**Problem details**
Your answer must be the full set of records, copied exactly, with no pictures in it.

**Dataset content**
____________________
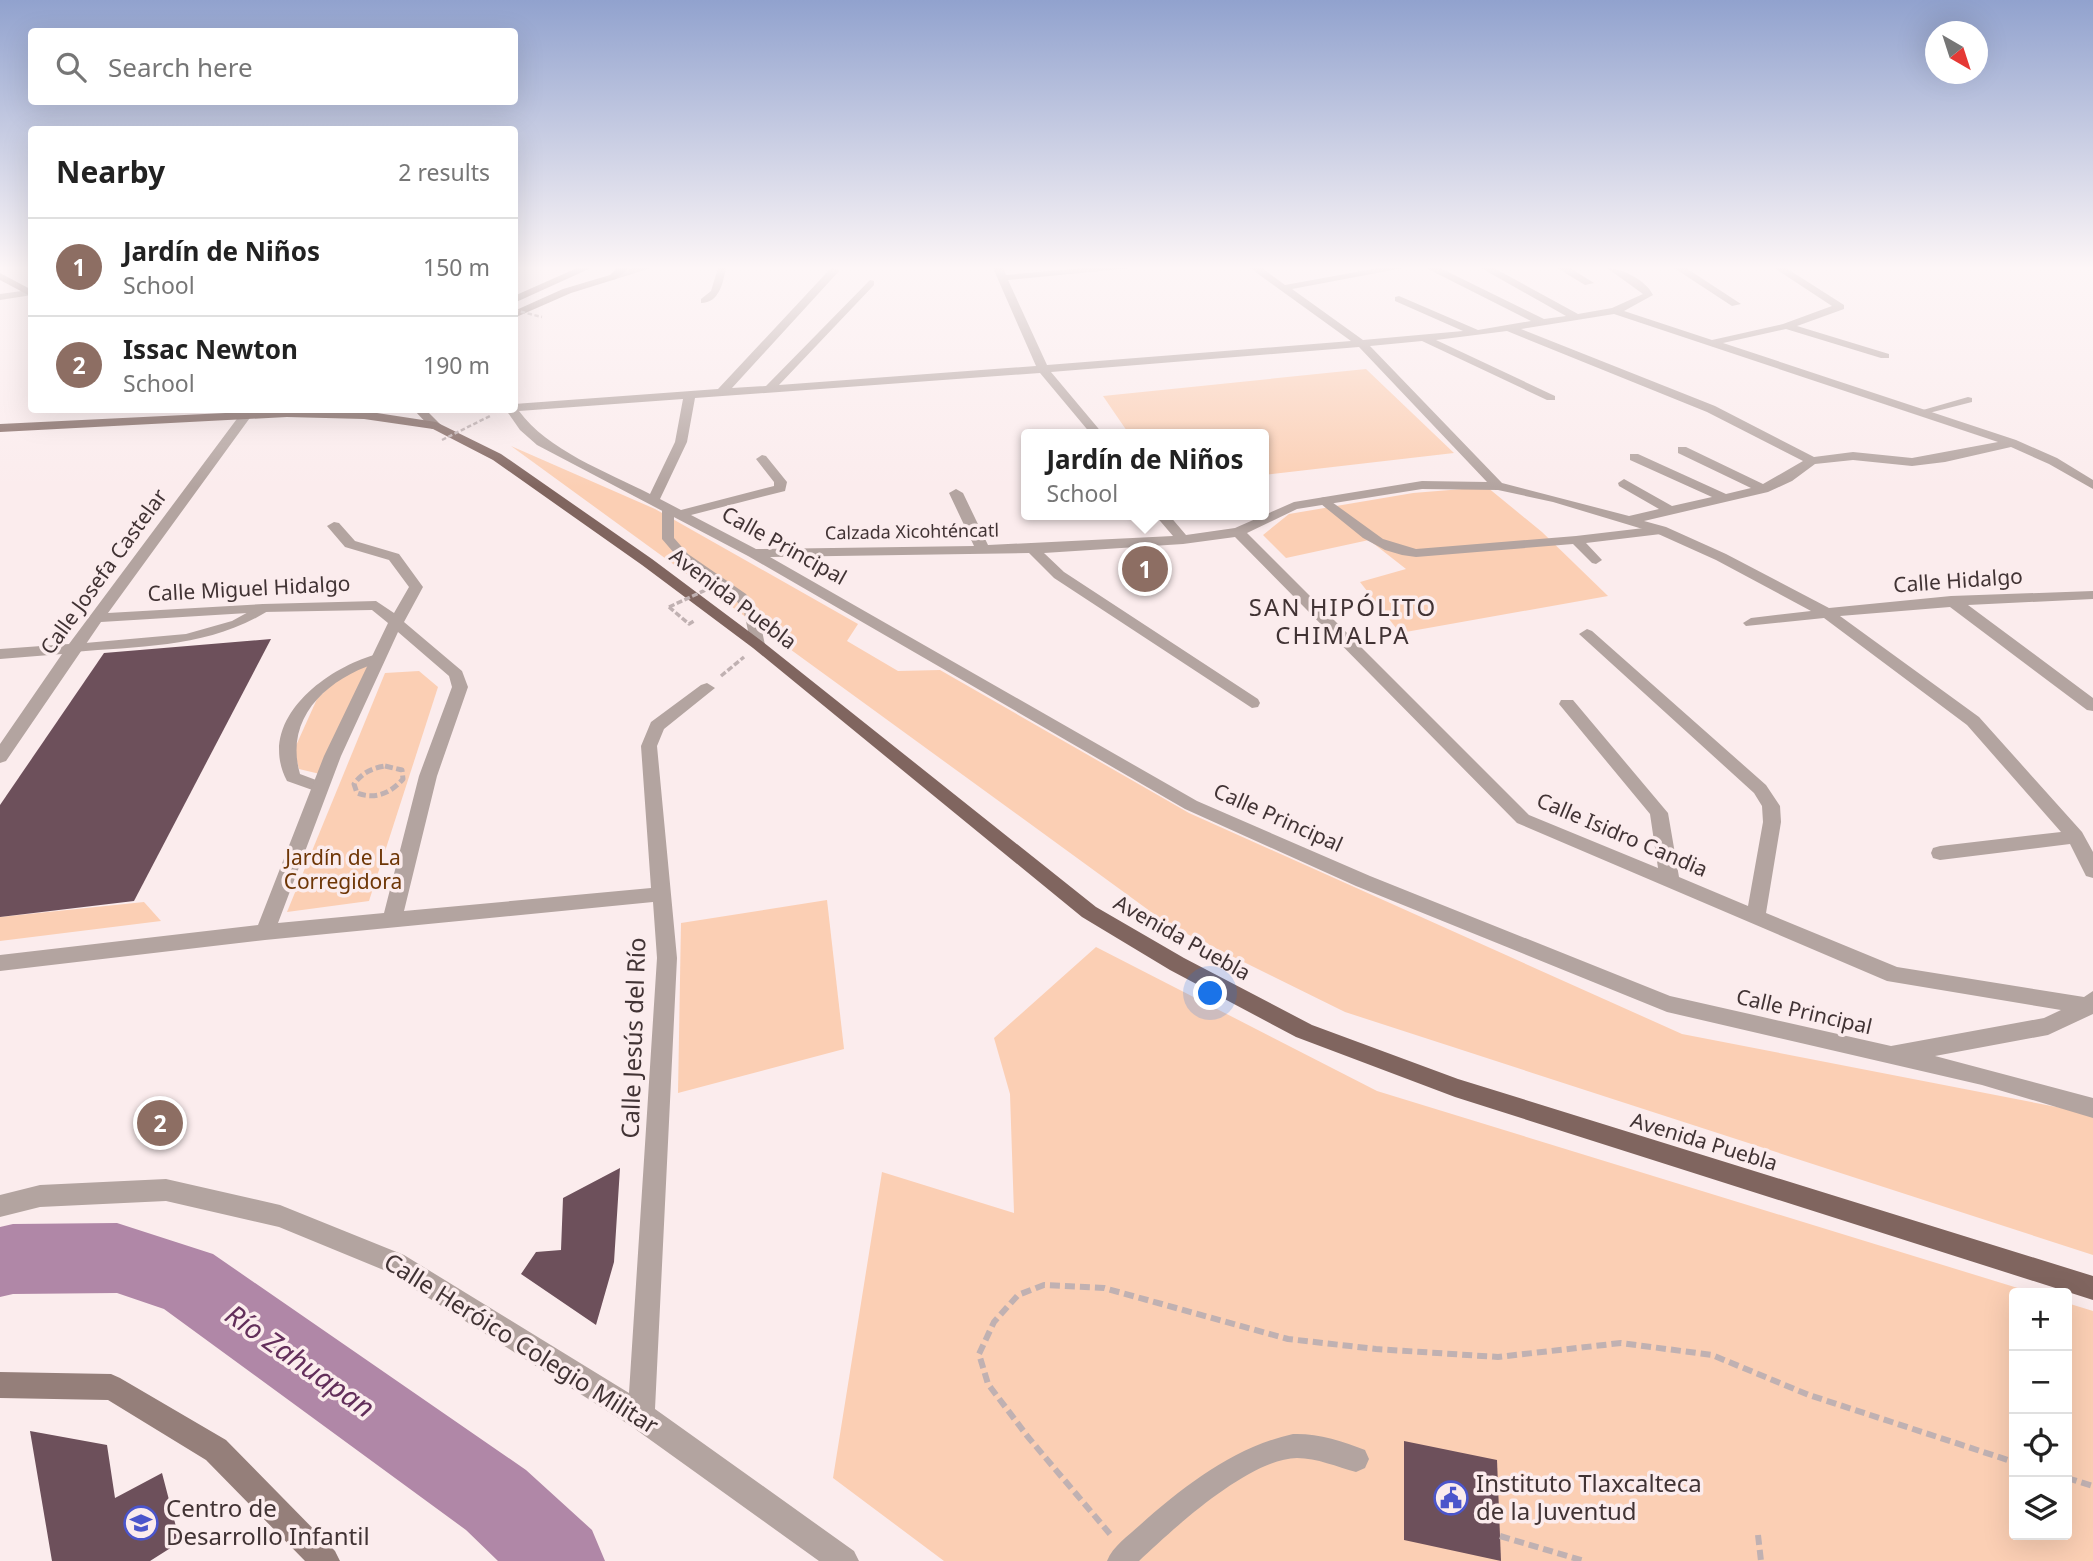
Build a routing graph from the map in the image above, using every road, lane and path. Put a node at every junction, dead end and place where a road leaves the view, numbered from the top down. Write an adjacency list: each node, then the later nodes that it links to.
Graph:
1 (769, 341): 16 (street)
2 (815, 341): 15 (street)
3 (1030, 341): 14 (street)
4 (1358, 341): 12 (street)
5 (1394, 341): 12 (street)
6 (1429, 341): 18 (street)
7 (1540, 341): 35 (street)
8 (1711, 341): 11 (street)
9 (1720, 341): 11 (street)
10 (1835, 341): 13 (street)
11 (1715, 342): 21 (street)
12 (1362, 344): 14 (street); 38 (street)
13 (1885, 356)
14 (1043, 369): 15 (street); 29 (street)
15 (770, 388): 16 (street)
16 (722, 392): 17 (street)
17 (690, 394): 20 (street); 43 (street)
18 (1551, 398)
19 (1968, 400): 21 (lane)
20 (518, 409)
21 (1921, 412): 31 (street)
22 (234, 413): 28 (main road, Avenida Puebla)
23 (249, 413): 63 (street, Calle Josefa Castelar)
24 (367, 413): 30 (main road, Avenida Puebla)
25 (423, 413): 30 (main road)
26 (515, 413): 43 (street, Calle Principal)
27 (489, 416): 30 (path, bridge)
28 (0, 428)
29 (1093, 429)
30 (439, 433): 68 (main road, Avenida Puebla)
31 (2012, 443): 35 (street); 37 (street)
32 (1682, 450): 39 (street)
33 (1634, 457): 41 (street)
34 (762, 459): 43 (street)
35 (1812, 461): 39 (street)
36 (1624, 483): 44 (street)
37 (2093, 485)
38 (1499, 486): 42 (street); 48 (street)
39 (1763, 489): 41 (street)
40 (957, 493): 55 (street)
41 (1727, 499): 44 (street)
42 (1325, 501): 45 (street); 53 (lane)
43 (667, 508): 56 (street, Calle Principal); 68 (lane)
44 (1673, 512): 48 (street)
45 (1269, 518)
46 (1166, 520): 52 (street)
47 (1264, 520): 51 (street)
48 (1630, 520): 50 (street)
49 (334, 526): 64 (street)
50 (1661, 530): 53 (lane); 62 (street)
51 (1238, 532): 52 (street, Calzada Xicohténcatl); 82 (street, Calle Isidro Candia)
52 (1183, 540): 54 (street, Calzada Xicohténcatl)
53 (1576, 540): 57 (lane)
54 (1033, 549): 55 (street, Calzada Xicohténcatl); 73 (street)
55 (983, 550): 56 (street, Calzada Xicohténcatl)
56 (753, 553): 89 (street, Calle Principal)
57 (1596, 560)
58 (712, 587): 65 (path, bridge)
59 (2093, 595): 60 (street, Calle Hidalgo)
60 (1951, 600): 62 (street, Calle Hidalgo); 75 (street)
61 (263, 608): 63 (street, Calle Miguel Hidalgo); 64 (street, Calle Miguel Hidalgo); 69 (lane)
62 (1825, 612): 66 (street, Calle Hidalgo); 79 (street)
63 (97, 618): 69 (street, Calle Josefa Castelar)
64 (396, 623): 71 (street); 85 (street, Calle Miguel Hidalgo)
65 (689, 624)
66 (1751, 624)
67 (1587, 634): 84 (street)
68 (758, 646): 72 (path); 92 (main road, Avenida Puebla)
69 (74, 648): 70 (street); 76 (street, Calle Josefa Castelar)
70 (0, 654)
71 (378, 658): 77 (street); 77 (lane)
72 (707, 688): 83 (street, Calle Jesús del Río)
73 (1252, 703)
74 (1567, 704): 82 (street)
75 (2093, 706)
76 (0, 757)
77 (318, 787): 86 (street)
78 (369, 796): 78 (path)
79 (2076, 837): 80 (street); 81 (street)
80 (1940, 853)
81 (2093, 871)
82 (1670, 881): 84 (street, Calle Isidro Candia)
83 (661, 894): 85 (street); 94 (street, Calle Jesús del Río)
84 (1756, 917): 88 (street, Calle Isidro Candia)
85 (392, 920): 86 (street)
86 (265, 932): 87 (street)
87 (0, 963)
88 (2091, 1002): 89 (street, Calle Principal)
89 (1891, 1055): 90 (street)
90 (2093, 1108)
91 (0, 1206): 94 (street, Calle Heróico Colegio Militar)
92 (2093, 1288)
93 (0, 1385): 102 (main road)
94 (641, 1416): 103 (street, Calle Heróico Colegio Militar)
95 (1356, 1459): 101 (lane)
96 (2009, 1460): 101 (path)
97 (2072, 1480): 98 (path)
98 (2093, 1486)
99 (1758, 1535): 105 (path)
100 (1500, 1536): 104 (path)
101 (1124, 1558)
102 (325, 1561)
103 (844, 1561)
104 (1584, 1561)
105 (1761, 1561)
____________________
**Response to this exercise**
Build a routing graph from the map in the image above, using every road, lane and path. Put a node at every junction, dead end and place where a road leaves the view, numbered from the top down. Write an adjacency list: each node, then the later nodes that it links to.
Graph:
1 (769, 341): 16 (street)
2 (815, 341): 15 (street)
3 (1030, 341): 14 (street)
4 (1358, 341): 12 (street)
5 (1394, 341): 12 (street)
6 (1429, 341): 18 (street)
7 (1540, 341): 35 (street)
8 (1711, 341): 11 (street)
9 (1720, 341): 11 (street)
10 (1835, 341): 13 (street)
11 (1715, 342): 21 (street)
12 (1362, 344): 14 (street); 38 (street)
13 (1885, 356)
14 (1043, 369): 15 (street); 29 (street)
15 (770, 388): 16 (street)
16 (722, 392): 17 (street)
17 (690, 394): 20 (street); 43 (street)
18 (1551, 398)
19 (1968, 400): 21 (lane)
20 (518, 409)
21 (1921, 412): 31 (street)
22 (234, 413): 28 (main road, Avenida Puebla)
23 (249, 413): 63 (street, Calle Josefa Castelar)
24 (367, 413): 30 (main road, Avenida Puebla)
25 (423, 413): 30 (main road)
26 (515, 413): 43 (street, Calle Principal)
27 (489, 416): 30 (path, bridge)
28 (0, 428)
29 (1093, 429)
30 (439, 433): 68 (main road, Avenida Puebla)
31 (2012, 443): 35 (street); 37 (street)
32 (1682, 450): 39 (street)
33 (1634, 457): 41 (street)
34 (762, 459): 43 (street)
35 (1812, 461): 39 (street)
36 (1624, 483): 44 (street)
37 (2093, 485)
38 (1499, 486): 42 (street); 48 (street)
39 (1763, 489): 41 (street)
40 (957, 493): 55 (street)
41 (1727, 499): 44 (street)
42 (1325, 501): 45 (street); 53 (lane)
43 (667, 508): 56 (street, Calle Principal); 68 (lane)
44 (1673, 512): 48 (street)
45 (1269, 518)
46 (1166, 520): 52 (street)
47 (1264, 520): 51 (street)
48 (1630, 520): 50 (street)
49 (334, 526): 64 (street)
50 (1661, 530): 53 (lane); 62 (street)
51 (1238, 532): 52 (street, Calzada Xicohténcatl); 82 (street, Calle Isidro Candia)
52 (1183, 540): 54 (street, Calzada Xicohténcatl)
53 (1576, 540): 57 (lane)
54 (1033, 549): 55 (street, Calzada Xicohténcatl); 73 (street)
55 (983, 550): 56 (street, Calzada Xicohténcatl)
56 (753, 553): 89 (street, Calle Principal)
57 (1596, 560)
58 (712, 587): 65 (path, bridge)
59 (2093, 595): 60 (street, Calle Hidalgo)
60 (1951, 600): 62 (street, Calle Hidalgo); 75 (street)
61 (263, 608): 63 (street, Calle Miguel Hidalgo); 64 (street, Calle Miguel Hidalgo); 69 (lane)
62 (1825, 612): 66 (street, Calle Hidalgo); 79 (street)
63 (97, 618): 69 (street, Calle Josefa Castelar)
64 (396, 623): 71 (street); 85 (street, Calle Miguel Hidalgo)
65 (689, 624)
66 (1751, 624)
67 (1587, 634): 84 (street)
68 (758, 646): 72 (path); 92 (main road, Avenida Puebla)
69 (74, 648): 70 (street); 76 (street, Calle Josefa Castelar)
70 (0, 654)
71 (378, 658): 77 (street); 77 (lane)
72 (707, 688): 83 (street, Calle Jesús del Río)
73 (1252, 703)
74 (1567, 704): 82 (street)
75 (2093, 706)
76 (0, 757)
77 (318, 787): 86 (street)
78 (369, 796): 78 (path)
79 (2076, 837): 80 (street); 81 (street)
80 (1940, 853)
81 (2093, 871)
82 (1670, 881): 84 (street, Calle Isidro Candia)
83 (661, 894): 85 (street); 94 (street, Calle Jesús del Río)
84 (1756, 917): 88 (street, Calle Isidro Candia)
85 (392, 920): 86 (street)
86 (265, 932): 87 (street)
87 (0, 963)
88 (2091, 1002): 89 (street, Calle Principal)
89 (1891, 1055): 90 (street)
90 (2093, 1108)
91 (0, 1206): 94 (street, Calle Heróico Colegio Militar)
92 (2093, 1288)
93 (0, 1385): 102 (main road)
94 (641, 1416): 103 (street, Calle Heróico Colegio Militar)
95 (1356, 1459): 101 (lane)
96 (2009, 1460): 101 (path)
97 (2072, 1480): 98 (path)
98 (2093, 1486)
99 (1758, 1535): 105 (path)
100 (1500, 1536): 104 (path)
101 (1124, 1558)
102 (325, 1561)
103 (844, 1561)
104 (1584, 1561)
105 (1761, 1561)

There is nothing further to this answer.